An emulsion polymerization step of producing a dispersion containing polymer primary particles by an emulsion polymerization method;
Agglomeration step of agglomerating the polymer primary particles and the colorant to obtain particle agglomerates;
An aging step of fusing the particle aggregates to produce toner mother particles;
An electrostatic charge image developing toner manufacturing method comprising a cooling step of cooling a dispersion of toner base particles, wherein an alkaline electrolyte is added to the dispersion of toner base particles in the cooling step.
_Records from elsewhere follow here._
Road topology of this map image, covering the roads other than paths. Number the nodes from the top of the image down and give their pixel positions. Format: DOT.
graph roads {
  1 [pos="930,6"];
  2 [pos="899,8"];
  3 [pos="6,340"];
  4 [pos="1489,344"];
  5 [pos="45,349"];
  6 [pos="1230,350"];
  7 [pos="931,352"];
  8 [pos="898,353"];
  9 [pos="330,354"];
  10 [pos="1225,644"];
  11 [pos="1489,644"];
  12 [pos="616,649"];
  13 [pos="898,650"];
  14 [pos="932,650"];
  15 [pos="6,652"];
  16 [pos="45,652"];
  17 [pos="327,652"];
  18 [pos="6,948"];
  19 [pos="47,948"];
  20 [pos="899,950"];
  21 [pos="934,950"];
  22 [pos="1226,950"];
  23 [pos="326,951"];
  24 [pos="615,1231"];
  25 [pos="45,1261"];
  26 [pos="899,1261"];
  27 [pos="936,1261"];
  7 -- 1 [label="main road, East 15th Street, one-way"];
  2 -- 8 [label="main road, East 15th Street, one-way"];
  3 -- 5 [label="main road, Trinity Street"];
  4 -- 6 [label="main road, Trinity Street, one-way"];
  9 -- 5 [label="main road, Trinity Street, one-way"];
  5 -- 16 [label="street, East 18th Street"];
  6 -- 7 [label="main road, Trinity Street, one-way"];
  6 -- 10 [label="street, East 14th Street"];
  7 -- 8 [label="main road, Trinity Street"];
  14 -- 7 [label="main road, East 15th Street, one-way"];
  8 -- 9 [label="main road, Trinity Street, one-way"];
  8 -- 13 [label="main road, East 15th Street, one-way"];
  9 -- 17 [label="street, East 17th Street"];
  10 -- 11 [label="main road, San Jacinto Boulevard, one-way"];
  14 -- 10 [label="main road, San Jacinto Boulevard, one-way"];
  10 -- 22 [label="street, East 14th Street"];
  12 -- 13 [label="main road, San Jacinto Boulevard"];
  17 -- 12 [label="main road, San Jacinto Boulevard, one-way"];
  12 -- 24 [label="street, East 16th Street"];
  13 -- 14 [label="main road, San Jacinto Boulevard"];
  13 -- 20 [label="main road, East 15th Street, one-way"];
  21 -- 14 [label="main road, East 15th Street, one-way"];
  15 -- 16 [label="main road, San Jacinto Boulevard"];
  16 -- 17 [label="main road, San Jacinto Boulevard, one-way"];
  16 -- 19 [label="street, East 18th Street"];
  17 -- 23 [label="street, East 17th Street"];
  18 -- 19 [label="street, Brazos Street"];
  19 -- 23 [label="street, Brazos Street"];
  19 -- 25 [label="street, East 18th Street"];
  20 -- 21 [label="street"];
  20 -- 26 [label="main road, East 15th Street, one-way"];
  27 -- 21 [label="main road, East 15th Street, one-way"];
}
A method for producing a toner for image development. 2. The method for producing a toner for developing an electrostatic charge image according to claim 1, wherein in the cooling step, an alkaline electrolyte is added to the dispersion of the toner base particles, and then an acidic electrolyte is added. 3. The electrostatic charge image developing device according to claim 1, wherein, in the cooling step, the addition start temperature of the alkaline electrolyte is equal to or higher than the glass transition temperature of the binder resin contained in the toner and the melting point of the crystalline substance. Toner manufacturing method. 4. The method for producing a toner for developing an electrostatic charge image according to claim 1, wherein, in the cooling step, the addition start temperature of the acidic electrolyte is not higher than the melting point of the crystalline substance contained in the toner. An electrostatic image developing toner obtained by the production method according to claim 1.